There have been multiple theories and studies done on why the zebras have stripes. As it is clearly a unique pattern in the animal kingdom, and frankly, it seems to stand out more when compared to other animal patterns.
Surely such an extreme of black and white would make an animal more of a target? But interestingly enough, some have suggested that the stripes do still serve a purpose of camouflage!
How? When zebras are running as a group, the many black and white stripes can actually be quite confusing for predators. For in the eyes of a predator, the zebras seem to become a frenzied unison of stripes. This makes it more difficult to single out the weakest zebras. Which is what a predator, like a lion, must do in order to efficiently hunt and kill its prey.
But a more intriguing theory is that the stripes are actually used against disease-carrying tsetse flies!
These nasty little flies have a difficult time recognizing striped surfaces, and therefore they are less liking to land on the striped pelt of the zebra.

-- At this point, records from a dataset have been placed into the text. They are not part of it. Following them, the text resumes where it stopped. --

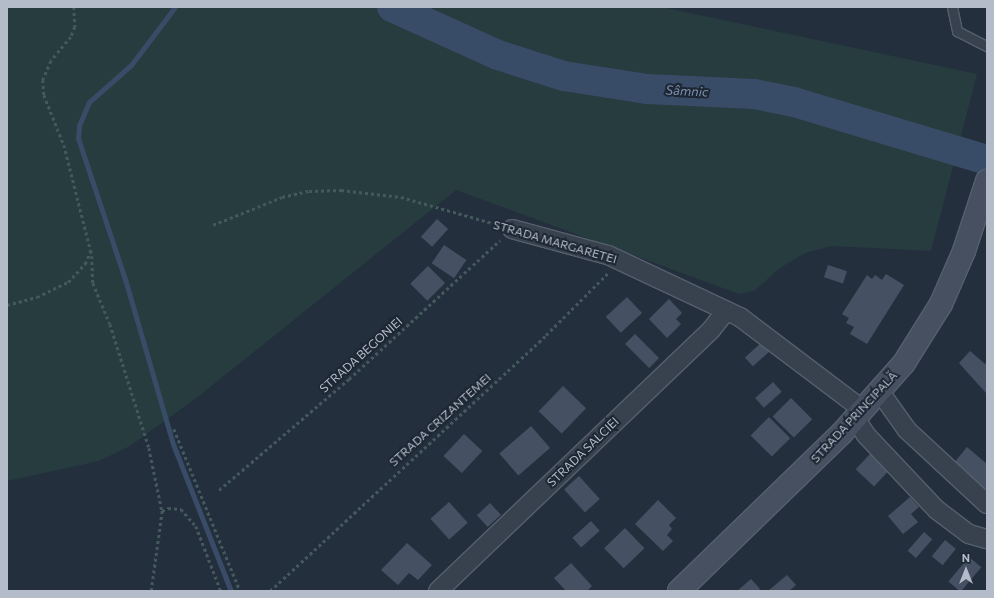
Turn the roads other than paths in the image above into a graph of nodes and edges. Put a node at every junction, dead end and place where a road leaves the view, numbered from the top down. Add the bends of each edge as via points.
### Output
1 (952, 7) edge
2 (987, 46) edge
3 (987, 181) edge
4 (512, 229) road end
5 (726, 311) junction
6 (880, 392) junction
7 (859, 414) junction
8 (987, 504) edge
9 (987, 539) edge
10 (438, 591) edge
11 (679, 591) edge

1 - 2 lane via 957,31
3 - 6 main road, STRADA PRINCIPALĂ via 941,304 924,335
4 - 5 street, STRADA MARGARETEI via 621,261
5 - 7 street, STRADA MARGARETEI via 774,342
5 - 10 street, STRADA SALCIEI via 711,330
6 - 7 main road, STRADA PRINCIPALĂ
6 - 8 street via 907,430
7 - 9 street, STRADA MARGARETEI via 866,435 937,510 969,534
7 - 11 main road, STRADA PRINCIPALĂ

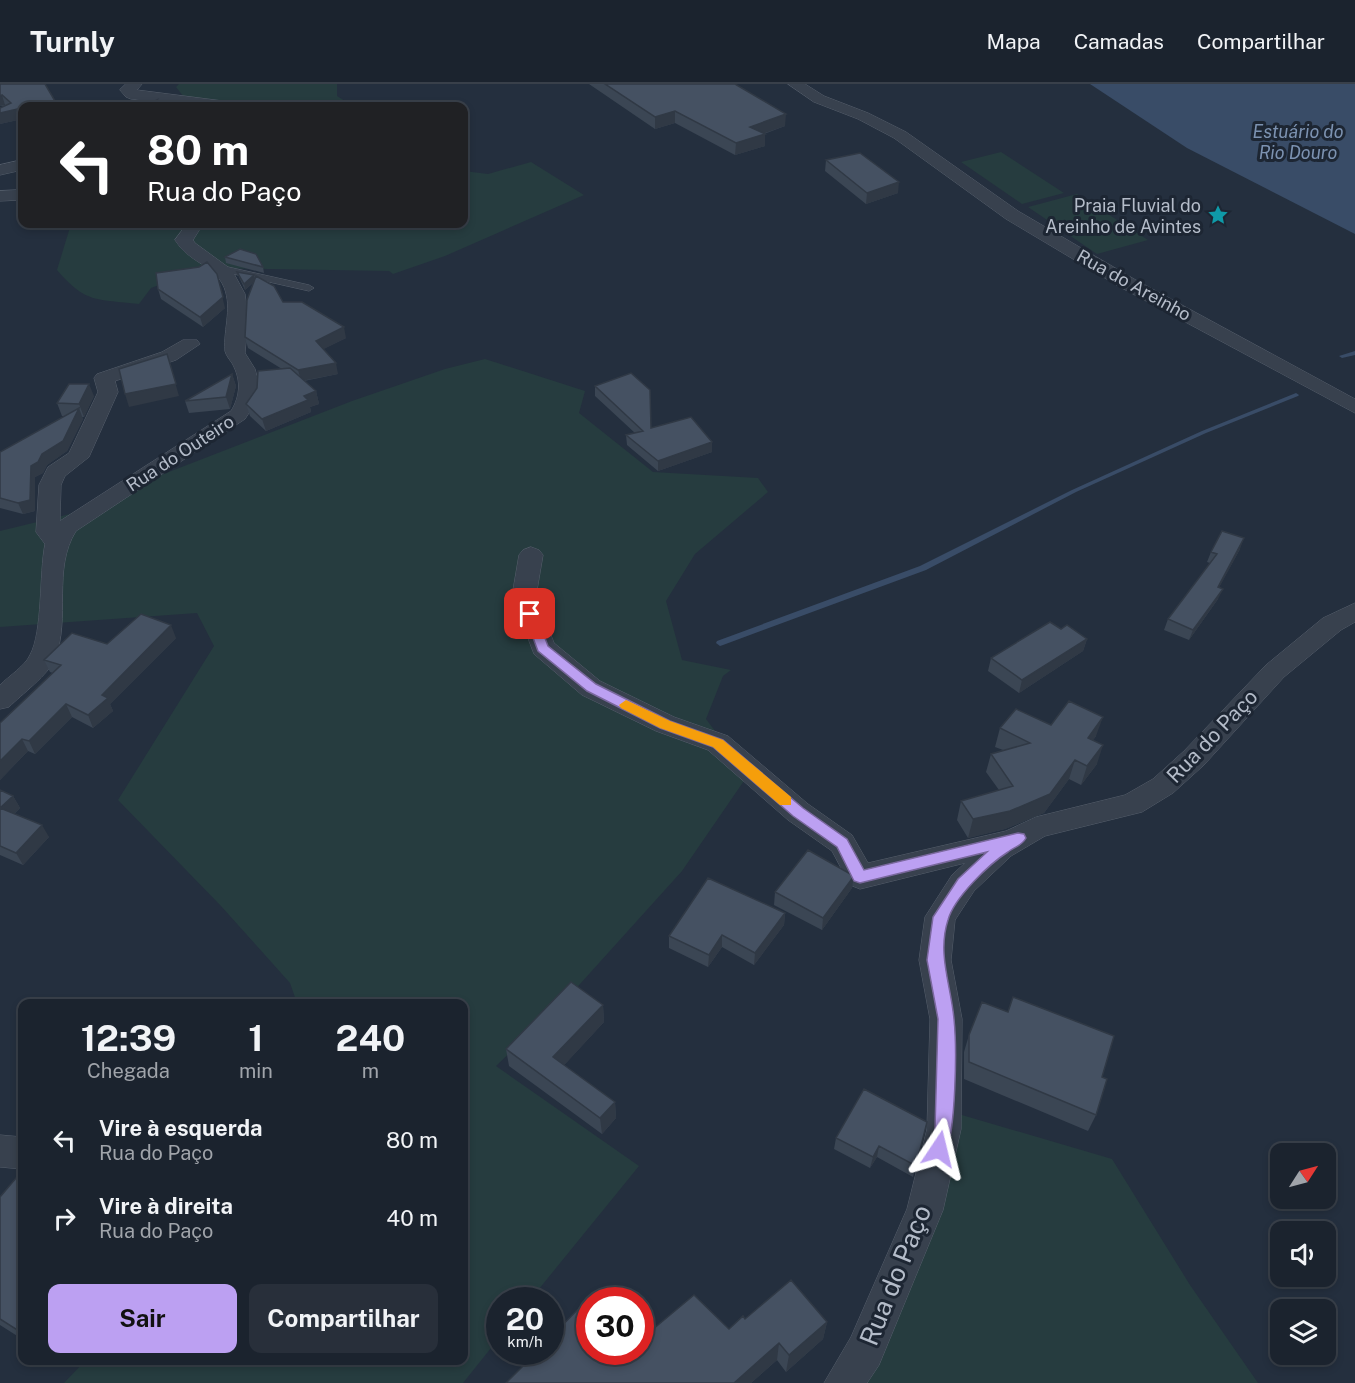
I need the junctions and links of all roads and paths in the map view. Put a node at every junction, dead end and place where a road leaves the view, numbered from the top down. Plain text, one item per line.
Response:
1 (135, 84) edge
2 (795, 84) edge
3 (192, 102) edge
4 (18, 166) edge
5 (0, 171) edge
6 (18, 195) edge
7 (0, 196) edge
8 (192, 228) edge
9 (219, 268) junction
10 (309, 288) dead end
11 (190, 344) dead end
12 (1355, 407) edge
13 (57, 543) junction
14 (531, 555) dead end
15 (1355, 611) edge
16 (0, 700) edge
17 (1018, 838) junction
18 (0, 1151) edge
19 (18, 1153) edge
20 (844, 1383) edge

1 - 3 street
2 - 12 street, Rua do Areinho
4 - 5 street
6 - 7 street
8 - 9 street, Rua do Outeiro
9 - 10 lane
9 - 13 street, Rua do Outeiro
11 - 13 street
13 - 16 street
14 - 17 street, Rua do Paço
15 - 17 street, Rua do Paço
17 - 20 street, Rua do Paço
18 - 19 street

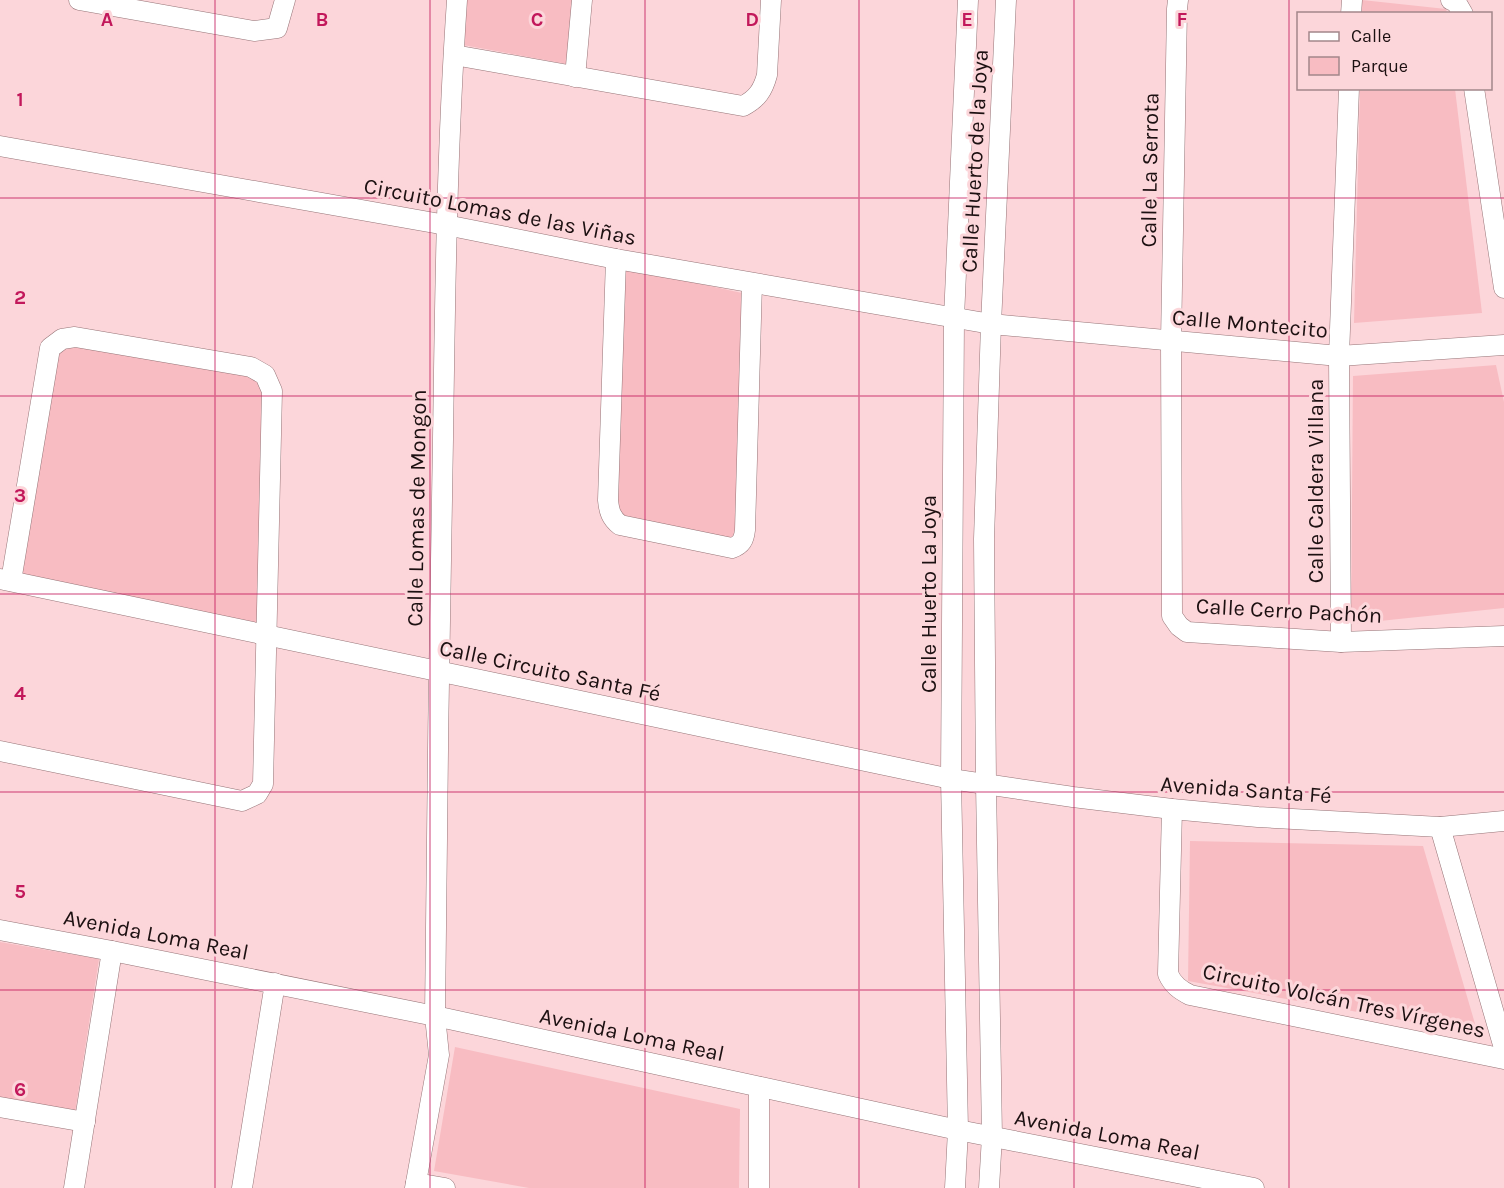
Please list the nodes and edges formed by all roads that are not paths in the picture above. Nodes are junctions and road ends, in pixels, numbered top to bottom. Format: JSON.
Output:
{"nodes":[{"id":1,"x":79,"y":0,"type":"edge"},
{"id":2,"x":285,"y":0,"type":"edge"},
{"id":3,"x":457,"y":0,"type":"edge"},
{"id":4,"x":582,"y":0,"type":"edge"},
{"id":5,"x":771,"y":0,"type":"edge"},
{"id":6,"x":968,"y":0,"type":"edge"},
{"id":7,"x":1006,"y":0,"type":"edge"},
{"id":8,"x":1178,"y":0,"type":"edge"},
{"id":9,"x":1451,"y":0,"type":"edge"},
{"id":10,"x":1462,"y":12,"type":"edge"},
{"id":11,"x":453,"y":55,"type":"junction"},
{"id":12,"x":575,"y":77,"type":"junction"},
{"id":13,"x":1349,"y":90,"type":"edge"},
{"id":14,"x":1474,"y":90,"type":"edge"},
{"id":15,"x":0,"y":146,"type":"edge"},
{"id":16,"x":446,"y":225,"type":"junction"},
{"id":17,"x":616,"y":259,"type":"junction"},
{"id":18,"x":752,"y":283,"type":"junction"},
{"id":19,"x":1504,"y":288,"type":"edge"},
{"id":20,"x":954,"y":318,"type":"junction"},
{"id":21,"x":991,"y":324,"type":"junction"},
{"id":22,"x":1171,"y":341,"type":"junction"},
{"id":23,"x":1504,"y":345,"type":"edge"},
{"id":24,"x":1339,"y":356,"type":"junction"},
{"id":25,"x":6,"y":580,"type":"edge"},
{"id":26,"x":267,"y":635,"type":"junction"},
{"id":27,"x":1504,"y":636,"type":"edge"},
{"id":28,"x":1341,"y":642,"type":"junction"},
{"id":29,"x":438,"y":672,"type":"junction"},
{"id":30,"x":0,"y":752,"type":"edge"},
{"id":31,"x":951,"y":778,"type":"junction"},
{"id":32,"x":986,"y":784,"type":"junction"},
{"id":33,"x":1172,"y":809,"type":"junction"},
{"id":34,"x":1504,"y":821,"type":"edge"},
{"id":35,"x":1440,"y":827,"type":"junction"},
{"id":36,"x":0,"y":930,"type":"edge"},
{"id":37,"x":112,"y":951,"type":"junction"},
{"id":38,"x":274,"y":983,"type":"junction"},
{"id":39,"x":435,"y":1016,"type":"junction"},
{"id":40,"x":1504,"y":1048,"type":"edge"},
{"id":41,"x":1504,"y":1059,"type":"edge"},
{"id":42,"x":759,"y":1087,"type":"junction"},
{"id":43,"x":0,"y":1107,"type":"edge"},
{"id":44,"x":85,"y":1122,"type":"junction"},
{"id":45,"x":958,"y":1130,"type":"junction"},
{"id":46,"x":992,"y":1136,"type":"junction"},
{"id":47,"x":1177,"y":1180,"type":"edge"},
{"id":48,"x":415,"y":1186,"type":"edge"},
{"id":49,"x":74,"y":1188,"type":"edge"},
{"id":50,"x":242,"y":1188,"type":"edge"},
{"id":51,"x":445,"y":1188,"type":"edge"},
{"id":52,"x":759,"y":1188,"type":"edge"},
{"id":53,"x":955,"y":1188,"type":"edge"},
{"id":54,"x":989,"y":1188,"type":"edge"},
{"id":55,"x":1254,"y":1188,"type":"edge"}],
"edges":[{"from":1,"to":2,"type":"street"},
{"from":3,"to":11,"type":"street","name":"Calle Lomas de Mongon"},
{"from":4,"to":12,"type":"street"},
{"from":5,"to":12,"type":"street"},
{"from":6,"to":20,"type":"street","name":"Calle Huerto La Joya"},
{"from":7,"to":21,"type":"street","name":"Calle Huerto de la Joya"},
{"from":8,"to":22,"type":"street","name":"Calle La Serrota"},
{"from":9,"to":10,"type":"street"},
{"from":11,"to":12,"type":"street"},
{"from":11,"to":16,"type":"street","name":"Calle Lomas de Mongon"},
{"from":13,"to":24,"type":"street","name":"Calle Caldera Villana"},
{"from":14,"to":19,"type":"street"},
{"from":15,"to":16,"type":"street","name":"Circuito Lomas de las Viñas"},
{"from":16,"to":17,"type":"street","name":"Circuito Lomas de las Viñas"},
{"from":16,"to":29,"type":"street","name":"Calle Lomas de Mongon"},
{"from":17,"to":18,"type":"street","name":"Circuito Lomas de las Viñas"},
{"from":17,"to":18,"type":"street"},
{"from":18,"to":20,"type":"street","name":"Circuito Lomas de las Viñas"},
{"from":20,"to":21,"type":"street","name":"Circuito Lomas de las Viñas"},
{"from":20,"to":31,"type":"street","name":"Calle Huerto La Joya"},
{"from":21,"to":22,"type":"street","name":"Calle Montecito"},
{"from":21,"to":32,"type":"street"},
{"from":22,"to":24,"type":"street","name":"Calle Montecito"},
{"from":22,"to":28,"type":"street","name":"Calle Cerro Pachón"},
{"from":23,"to":24,"type":"street","name":"Calle Montecito"},
{"from":24,"to":28,"type":"street","name":"Calle Caldera Villana"},
{"from":25,"to":26,"type":"street","name":"Calle Circuito Santa Fé"},
{"from":25,"to":26,"type":"street"},
{"from":26,"to":29,"type":"street","name":"Calle Circuito Santa Fé"},
{"from":26,"to":30,"type":"street"},
{"from":27,"to":28,"type":"street","name":"Calle Cerro Pachón"},
{"from":29,"to":31,"type":"street","name":"Calle Circuito Santa Fé"},
{"from":29,"to":39,"type":"street","name":"Calle Lomas de Mongon"},
{"from":31,"to":32,"type":"street","name":"Calle Circuito Santa Fé"},
{"from":31,"to":45,"type":"street","name":"Calle Huerto La Joya"},
{"from":32,"to":33,"type":"street","name":"Avenida Santa Fé"},
{"from":32,"to":46,"type":"street"},
{"from":33,"to":35,"type":"street","name":"Avenida Santa Fé"},
{"from":33,"to":41,"type":"street","name":"Circuito Volcán Tres Vírgenes"},
{"from":34,"to":35,"type":"street","name":"Avenida Santa Fé"},
{"from":35,"to":40,"type":"street"},
{"from":36,"to":37,"type":"street","name":"Avenida Loma Real"},
{"from":37,"to":38,"type":"street","name":"Avenida Loma Real"},
{"from":37,"to":44,"type":"street"},
{"from":38,"to":39,"type":"street","name":"Avenida Loma Real"},
{"from":38,"to":50,"type":"street"},
{"from":39,"to":42,"type":"street","name":"Avenida Loma Real"},
{"from":39,"to":48,"type":"street","name":"Calle Lomas de Mongon"},
{"from":42,"to":45,"type":"street","name":"Avenida Loma Real"},
{"from":42,"to":52,"type":"street"},
{"from":43,"to":44,"type":"street"},
{"from":44,"to":49,"type":"street"},
{"from":45,"to":46,"type":"street","name":"Avenida Loma Real"},
{"from":45,"to":53,"type":"street","name":"Calle Huerto La Joya"},
{"from":46,"to":47,"type":"street","name":"Avenida Loma Real"},
{"from":46,"to":54,"type":"street"},
{"from":47,"to":55,"type":"street","name":"Avenida Loma Real"},
{"from":48,"to":51,"type":"street"}]}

Yet another possible reason for the stripes is thermoregulation.
Due to the fact that zebras digest food less efficiently than other grazers, zebras have to spend a lot more eating during the heat of the day. And long hours in the hot African sun, as you can imagine, is quite trying!
So, therefore, in order to control their body heat, the zebra’s stripes are amazingly able to generate small-scale breezes over the zebra’s body, when the light and dark stripes heat up at different rates.